* **RECORDED INFORMATION**
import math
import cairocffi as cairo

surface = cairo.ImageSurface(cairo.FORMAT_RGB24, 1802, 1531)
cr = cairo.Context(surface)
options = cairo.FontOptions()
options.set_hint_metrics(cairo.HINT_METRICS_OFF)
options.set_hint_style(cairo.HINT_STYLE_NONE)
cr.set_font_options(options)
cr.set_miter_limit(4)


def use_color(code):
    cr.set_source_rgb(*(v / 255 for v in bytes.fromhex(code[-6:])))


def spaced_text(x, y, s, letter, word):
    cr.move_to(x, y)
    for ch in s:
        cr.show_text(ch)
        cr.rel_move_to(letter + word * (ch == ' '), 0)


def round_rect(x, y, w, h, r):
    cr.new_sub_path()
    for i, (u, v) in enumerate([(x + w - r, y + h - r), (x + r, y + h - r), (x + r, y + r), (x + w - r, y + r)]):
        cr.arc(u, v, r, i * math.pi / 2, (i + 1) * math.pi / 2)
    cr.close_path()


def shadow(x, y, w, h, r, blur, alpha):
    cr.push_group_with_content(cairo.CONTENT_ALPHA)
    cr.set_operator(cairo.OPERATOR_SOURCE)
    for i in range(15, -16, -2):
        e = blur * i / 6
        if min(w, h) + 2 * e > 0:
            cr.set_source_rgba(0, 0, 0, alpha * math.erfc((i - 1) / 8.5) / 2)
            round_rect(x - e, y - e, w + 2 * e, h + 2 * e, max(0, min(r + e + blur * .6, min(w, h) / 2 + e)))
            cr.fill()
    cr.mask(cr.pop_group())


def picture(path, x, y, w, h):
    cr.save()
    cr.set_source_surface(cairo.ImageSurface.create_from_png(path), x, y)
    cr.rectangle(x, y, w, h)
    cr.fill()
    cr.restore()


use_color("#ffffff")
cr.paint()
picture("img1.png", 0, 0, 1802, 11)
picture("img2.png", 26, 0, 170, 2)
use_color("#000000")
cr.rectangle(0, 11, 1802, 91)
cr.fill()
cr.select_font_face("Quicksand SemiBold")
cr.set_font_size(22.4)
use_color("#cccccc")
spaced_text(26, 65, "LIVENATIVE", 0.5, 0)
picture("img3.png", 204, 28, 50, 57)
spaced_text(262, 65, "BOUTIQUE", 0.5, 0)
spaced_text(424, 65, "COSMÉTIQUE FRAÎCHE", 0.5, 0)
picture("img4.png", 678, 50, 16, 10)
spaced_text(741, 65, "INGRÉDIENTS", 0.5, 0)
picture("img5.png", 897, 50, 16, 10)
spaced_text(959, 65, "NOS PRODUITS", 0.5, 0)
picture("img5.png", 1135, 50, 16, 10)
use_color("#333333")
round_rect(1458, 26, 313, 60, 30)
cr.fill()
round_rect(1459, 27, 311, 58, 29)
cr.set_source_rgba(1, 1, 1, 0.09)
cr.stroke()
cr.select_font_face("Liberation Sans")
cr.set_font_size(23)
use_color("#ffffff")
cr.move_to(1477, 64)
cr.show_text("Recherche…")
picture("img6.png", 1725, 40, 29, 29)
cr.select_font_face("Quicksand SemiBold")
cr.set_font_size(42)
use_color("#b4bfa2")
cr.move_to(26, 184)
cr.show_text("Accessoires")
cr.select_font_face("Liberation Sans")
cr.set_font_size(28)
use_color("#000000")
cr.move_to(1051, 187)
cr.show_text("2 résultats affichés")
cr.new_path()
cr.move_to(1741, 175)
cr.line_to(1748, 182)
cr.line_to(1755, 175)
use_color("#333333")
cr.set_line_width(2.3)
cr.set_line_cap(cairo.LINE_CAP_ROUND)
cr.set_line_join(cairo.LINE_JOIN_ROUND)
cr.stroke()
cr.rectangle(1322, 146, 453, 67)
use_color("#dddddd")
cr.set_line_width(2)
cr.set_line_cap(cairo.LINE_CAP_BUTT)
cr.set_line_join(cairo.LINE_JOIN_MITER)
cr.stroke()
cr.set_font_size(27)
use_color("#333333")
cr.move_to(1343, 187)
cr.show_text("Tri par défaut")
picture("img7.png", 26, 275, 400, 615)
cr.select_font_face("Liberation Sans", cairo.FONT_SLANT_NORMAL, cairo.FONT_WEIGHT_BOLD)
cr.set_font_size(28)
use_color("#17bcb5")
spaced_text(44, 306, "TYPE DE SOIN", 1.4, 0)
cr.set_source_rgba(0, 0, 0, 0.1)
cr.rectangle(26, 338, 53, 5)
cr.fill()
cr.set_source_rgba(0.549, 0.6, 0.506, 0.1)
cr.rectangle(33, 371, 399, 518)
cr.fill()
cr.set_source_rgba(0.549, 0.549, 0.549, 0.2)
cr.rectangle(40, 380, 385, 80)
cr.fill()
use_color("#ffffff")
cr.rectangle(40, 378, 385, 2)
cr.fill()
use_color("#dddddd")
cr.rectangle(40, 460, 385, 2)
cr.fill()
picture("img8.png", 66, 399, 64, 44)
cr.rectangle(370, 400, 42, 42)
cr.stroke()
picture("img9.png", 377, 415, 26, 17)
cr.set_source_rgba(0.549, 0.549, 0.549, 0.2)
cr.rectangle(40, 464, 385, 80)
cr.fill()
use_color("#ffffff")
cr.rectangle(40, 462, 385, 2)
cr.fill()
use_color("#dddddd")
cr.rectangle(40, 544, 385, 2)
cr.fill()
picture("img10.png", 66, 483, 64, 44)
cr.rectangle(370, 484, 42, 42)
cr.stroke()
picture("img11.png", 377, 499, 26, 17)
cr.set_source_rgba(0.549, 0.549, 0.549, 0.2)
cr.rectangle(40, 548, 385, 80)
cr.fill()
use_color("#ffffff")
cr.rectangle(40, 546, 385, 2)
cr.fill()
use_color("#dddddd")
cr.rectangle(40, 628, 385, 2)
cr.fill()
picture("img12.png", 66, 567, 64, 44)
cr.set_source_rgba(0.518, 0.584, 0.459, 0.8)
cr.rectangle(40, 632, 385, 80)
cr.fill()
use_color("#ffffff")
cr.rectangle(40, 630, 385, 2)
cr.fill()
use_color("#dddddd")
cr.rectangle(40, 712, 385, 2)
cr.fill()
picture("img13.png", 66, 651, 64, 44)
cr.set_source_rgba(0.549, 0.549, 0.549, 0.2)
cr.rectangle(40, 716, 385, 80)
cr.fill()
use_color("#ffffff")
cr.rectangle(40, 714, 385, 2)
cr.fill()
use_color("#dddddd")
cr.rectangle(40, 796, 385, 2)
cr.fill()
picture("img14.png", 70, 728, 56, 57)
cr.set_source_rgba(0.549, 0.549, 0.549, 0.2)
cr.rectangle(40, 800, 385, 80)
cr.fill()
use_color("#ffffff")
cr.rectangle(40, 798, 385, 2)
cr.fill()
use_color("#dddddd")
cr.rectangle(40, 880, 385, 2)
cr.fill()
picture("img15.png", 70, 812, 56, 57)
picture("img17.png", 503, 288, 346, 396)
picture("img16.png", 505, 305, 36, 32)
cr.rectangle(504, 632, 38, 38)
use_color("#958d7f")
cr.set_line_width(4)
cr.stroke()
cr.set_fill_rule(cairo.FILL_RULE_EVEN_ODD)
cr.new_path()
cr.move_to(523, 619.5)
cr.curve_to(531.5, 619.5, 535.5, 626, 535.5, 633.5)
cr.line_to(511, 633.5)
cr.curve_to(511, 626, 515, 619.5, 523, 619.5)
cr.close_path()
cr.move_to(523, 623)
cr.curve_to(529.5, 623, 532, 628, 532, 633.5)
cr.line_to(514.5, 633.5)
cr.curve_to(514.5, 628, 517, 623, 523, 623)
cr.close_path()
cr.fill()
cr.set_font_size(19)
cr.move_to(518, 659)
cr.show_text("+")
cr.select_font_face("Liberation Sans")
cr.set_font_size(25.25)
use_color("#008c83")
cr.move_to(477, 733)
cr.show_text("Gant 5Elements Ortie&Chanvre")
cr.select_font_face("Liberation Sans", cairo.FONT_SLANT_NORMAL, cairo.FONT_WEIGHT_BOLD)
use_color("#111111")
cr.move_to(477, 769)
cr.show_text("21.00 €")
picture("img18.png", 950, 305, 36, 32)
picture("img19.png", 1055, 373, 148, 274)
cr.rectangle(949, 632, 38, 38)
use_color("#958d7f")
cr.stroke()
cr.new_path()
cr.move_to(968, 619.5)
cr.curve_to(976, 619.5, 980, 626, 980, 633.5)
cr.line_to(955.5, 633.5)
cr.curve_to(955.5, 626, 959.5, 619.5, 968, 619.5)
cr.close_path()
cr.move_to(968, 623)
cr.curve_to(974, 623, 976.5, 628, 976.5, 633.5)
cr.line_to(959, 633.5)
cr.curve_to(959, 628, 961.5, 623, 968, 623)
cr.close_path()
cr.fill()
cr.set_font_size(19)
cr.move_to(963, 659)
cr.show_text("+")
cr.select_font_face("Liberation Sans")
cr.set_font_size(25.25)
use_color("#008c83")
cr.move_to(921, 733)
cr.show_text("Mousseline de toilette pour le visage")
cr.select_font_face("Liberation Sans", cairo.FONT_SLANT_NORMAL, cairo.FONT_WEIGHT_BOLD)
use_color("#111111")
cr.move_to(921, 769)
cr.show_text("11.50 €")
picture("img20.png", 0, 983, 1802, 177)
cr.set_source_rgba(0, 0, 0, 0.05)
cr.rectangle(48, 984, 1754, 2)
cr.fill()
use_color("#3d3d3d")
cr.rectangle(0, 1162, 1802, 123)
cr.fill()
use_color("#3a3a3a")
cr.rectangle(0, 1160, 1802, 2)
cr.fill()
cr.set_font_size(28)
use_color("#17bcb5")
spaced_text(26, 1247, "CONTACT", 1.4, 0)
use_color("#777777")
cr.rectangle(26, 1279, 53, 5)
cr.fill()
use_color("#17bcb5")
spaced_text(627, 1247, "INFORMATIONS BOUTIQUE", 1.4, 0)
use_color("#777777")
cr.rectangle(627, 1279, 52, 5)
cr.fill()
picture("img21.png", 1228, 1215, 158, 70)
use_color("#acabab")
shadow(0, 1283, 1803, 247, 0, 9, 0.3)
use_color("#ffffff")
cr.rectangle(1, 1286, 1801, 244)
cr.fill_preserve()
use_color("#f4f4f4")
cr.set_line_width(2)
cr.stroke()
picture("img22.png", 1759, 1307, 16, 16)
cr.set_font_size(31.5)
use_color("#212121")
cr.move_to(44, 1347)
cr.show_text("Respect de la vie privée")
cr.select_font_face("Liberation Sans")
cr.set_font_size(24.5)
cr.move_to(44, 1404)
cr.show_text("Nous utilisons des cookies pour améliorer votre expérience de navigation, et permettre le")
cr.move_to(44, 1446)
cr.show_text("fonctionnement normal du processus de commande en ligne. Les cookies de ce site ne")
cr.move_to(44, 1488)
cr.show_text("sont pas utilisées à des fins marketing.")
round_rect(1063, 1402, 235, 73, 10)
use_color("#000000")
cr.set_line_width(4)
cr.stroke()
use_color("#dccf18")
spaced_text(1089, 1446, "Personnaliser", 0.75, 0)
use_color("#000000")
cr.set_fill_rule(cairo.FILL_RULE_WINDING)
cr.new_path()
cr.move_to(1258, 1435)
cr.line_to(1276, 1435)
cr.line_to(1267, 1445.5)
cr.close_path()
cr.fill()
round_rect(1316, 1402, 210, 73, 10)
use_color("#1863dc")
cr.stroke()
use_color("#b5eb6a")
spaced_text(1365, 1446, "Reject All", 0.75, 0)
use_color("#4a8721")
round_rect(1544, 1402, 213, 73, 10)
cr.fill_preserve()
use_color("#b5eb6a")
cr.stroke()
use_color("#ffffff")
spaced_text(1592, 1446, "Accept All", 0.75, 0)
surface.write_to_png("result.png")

* **TASK GOAL**
Look above for the line with "cr.mask(cr.pop_group())" and the line with "cr.restore()"; transcribe both and all lines in between, exactly, and nothing else.

* **RESPONSE TO THE EXERCISE**
    cr.mask(cr.pop_group())


def picture(path, x, y, w, h):
    cr.save()
    cr.set_source_surface(cairo.ImageSurface.create_from_png(path), x, y)
    cr.rectangle(x, y, w, h)
    cr.fill()
    cr.restore()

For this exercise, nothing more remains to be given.